_YOUR GOAL_
All lines of the material that contain "graph" must be copied out.

········

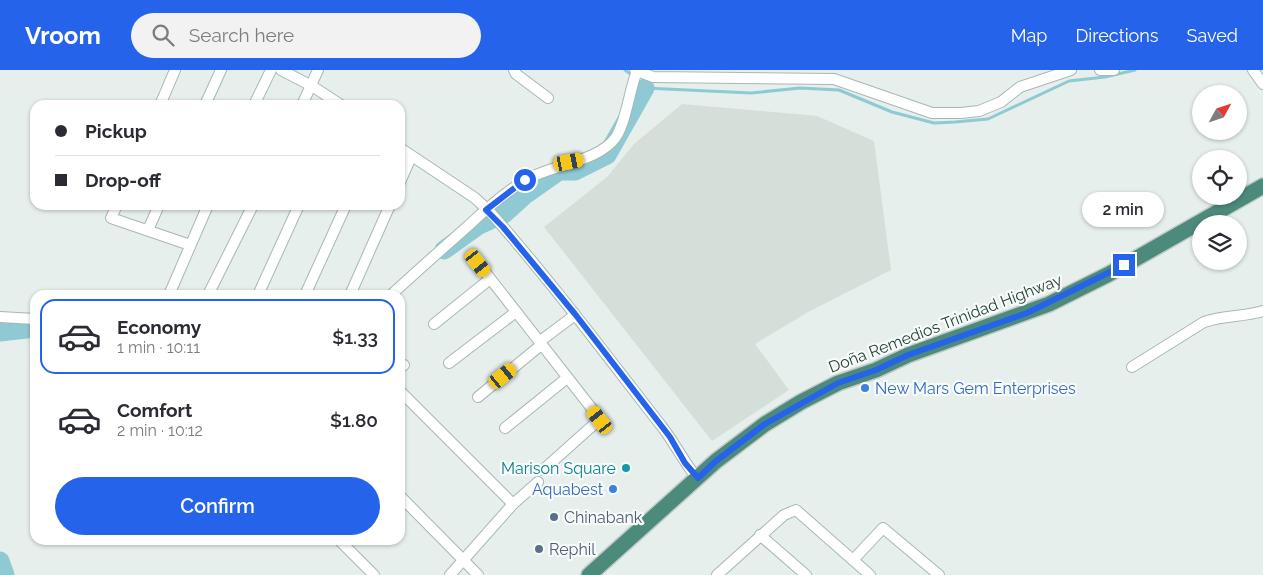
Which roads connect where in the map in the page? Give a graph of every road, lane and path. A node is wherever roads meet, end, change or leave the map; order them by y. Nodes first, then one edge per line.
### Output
1 (175, 70) edge
2 (221, 70) edge
3 (271, 70) edge
4 (281, 70) edge
5 (318, 70) edge
6 (514, 70) edge
7 (1071, 70) edge
8 (1100, 70) edge
9 (1114, 70) edge
10 (1253, 70) edge
11 (636, 71) edge
12 (810, 74) edge
13 (1263, 84) edge
14 (312, 86) junction
15 (548, 98) dead end
16 (162, 100) edge
17 (207, 100) edge
18 (256, 100) edge
19 (305, 100) edge
20 (333, 100) edge
21 (405, 152) edge
22 (411, 157) junction
23 (405, 171) edge
24 (1263, 186) edge
25 (114, 210) edge
26 (157, 210) edge
27 (206, 210) edge
28 (250, 210) edge
29 (298, 210) edge
30 (344, 210) edge
31 (388, 210) edge
32 (488, 211) junction
33 (148, 230) junction
34 (190, 245) junction
35 (478, 263) dead end
36 (490, 279) junction
37 (171, 290) edge
38 (210, 290) edge
39 (260, 290) edge
40 (307, 290) edge
41 (352, 290) edge
42 (397, 290) edge
43 (1263, 311) edge
44 (516, 312) junction
45 (575, 314) junction
46 (0, 317) edge
47 (30, 319) edge
48 (434, 324) dead end
49 (540, 344) junction
50 (449, 363) dead end
51 (1132, 367) dead end
52 (568, 378) junction
53 (405, 396) edge
54 (478, 397) dead end
55 (505, 428) dead end
56 (543, 470) dead end
57 (698, 478) junction
58 (538, 482) dead end
59 (405, 501) edge
60 (513, 504) junction
61 (760, 535) junction
62 (344, 545) edge
63 (464, 560) junction
64 (853, 560) junction
65 (374, 575) edge
66 (450, 575) edge
67 (478, 575) edge
68 (589, 575) edge
69 (717, 575) edge
70 (806, 575) edge
71 (870, 575) edge
72 (939, 575) edge

1 - 16 street
2 - 17 street
3 - 18 street
4 - 14 street
5 - 14 street
6 - 15 street
7 - 12 street
8 - 9 street
10 - 13 street
11 - 12 street
11 - 32 street
14 - 19 street
14 - 20 street
21 - 22 street
22 - 23 street
22 - 32 street
24 - 57 highway, Doña Remedios Trinidad Highway
25 - 33 street
26 - 33 street
27 - 34 street
28 - 38 street
29 - 39 street
30 - 40 street
31 - 41 street
32 - 42 street
32 - 45 street
33 - 34 street
34 - 37 street
35 - 36 street
36 - 44 street
36 - 48 street
43 - 51 street
44 - 49 street
44 - 50 street
45 - 49 street
45 - 57 street
46 - 47 street
49 - 52 street
49 - 54 street
52 - 55 street
52 - 56 street
53 - 60 street
57 - 68 highway, Doña Remedios Trinidad Highway
58 - 60 street
59 - 63 street
60 - 63 street
61 - 64 street
61 - 69 street
61 - 70 street
62 - 65 street
63 - 66 street
63 - 67 street
64 - 71 street
64 - 72 street

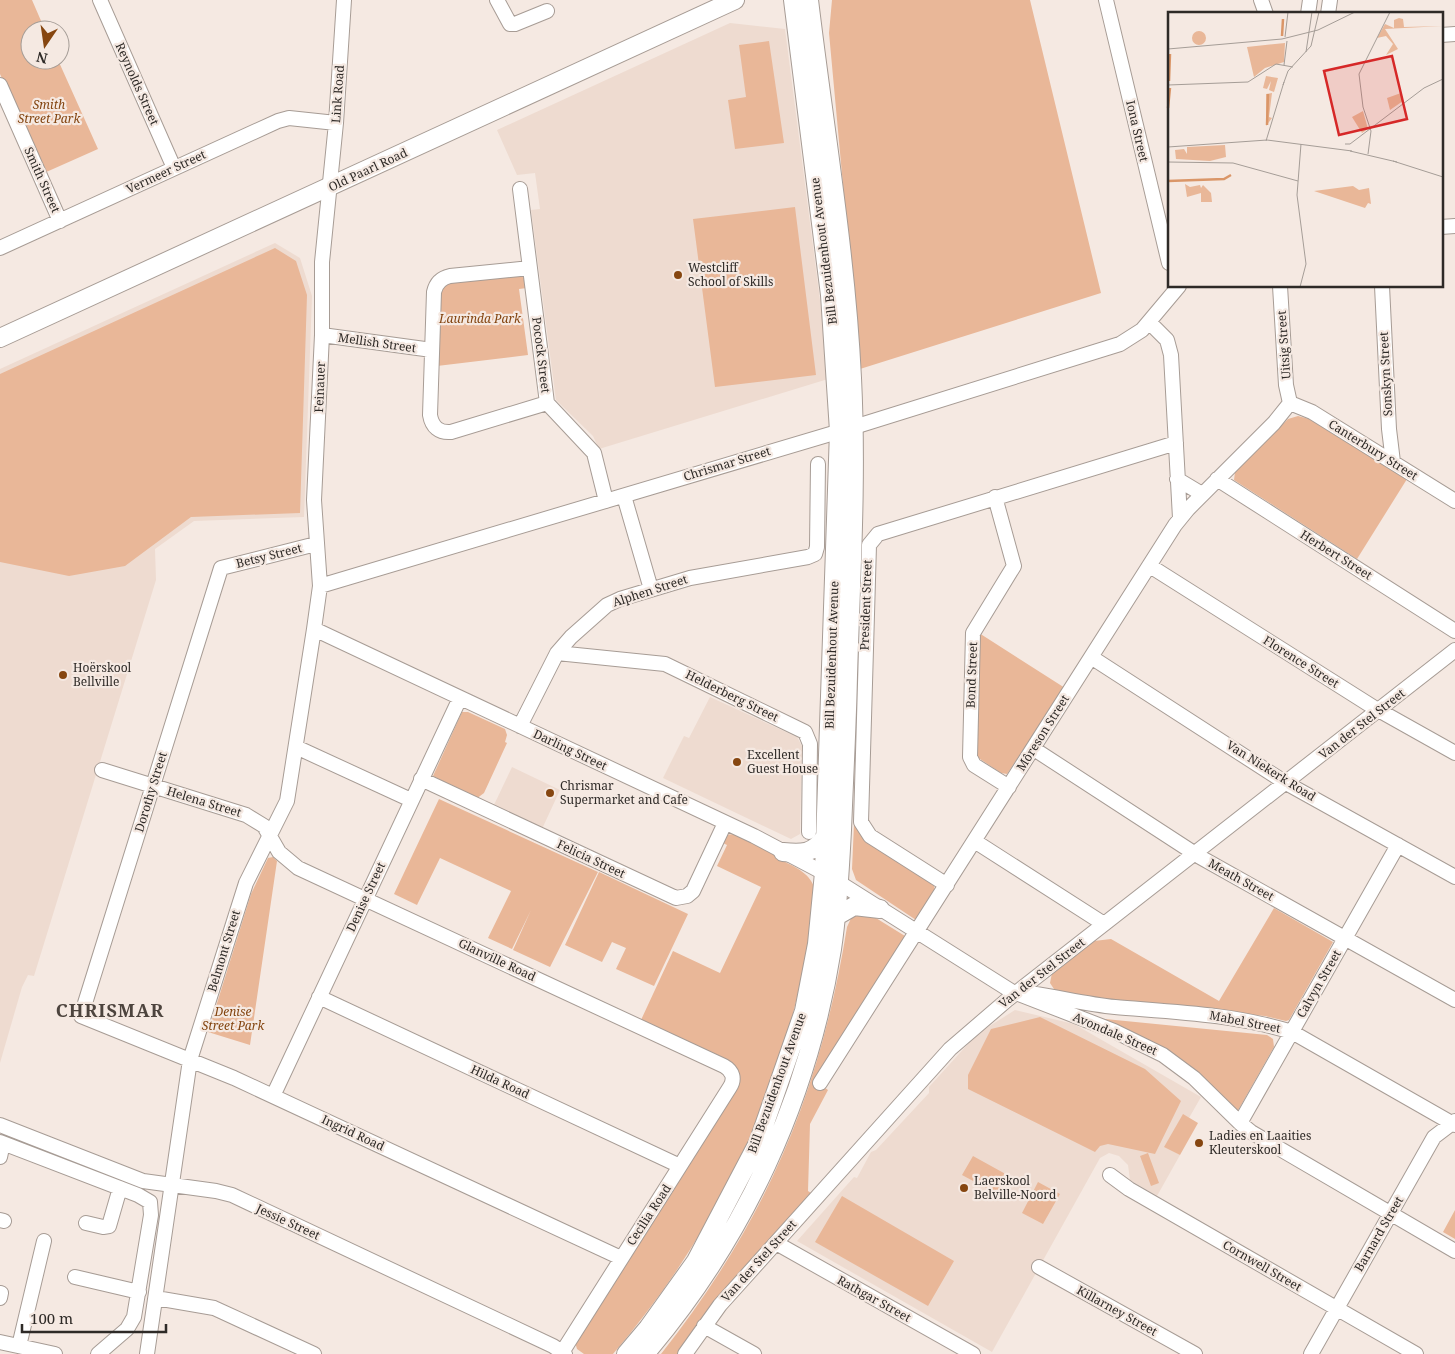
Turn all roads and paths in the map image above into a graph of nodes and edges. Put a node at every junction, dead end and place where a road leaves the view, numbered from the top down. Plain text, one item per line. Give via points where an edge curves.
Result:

········

_ANSWER TO THE PROBLEM_
Which roads connect where in the map in the page? Give a graph of every road, lane and path. A node is wherever roads meet, end, change or leave the map; order them by y. Nodes first, then one edge per line.
Turn all roads and paths in the map image above into a graph of nodes and edges. Put a node at every junction, dead end and place where a road leaves the view, numbered from the top down. Plain text, one item per line. Give via points where an edge curves.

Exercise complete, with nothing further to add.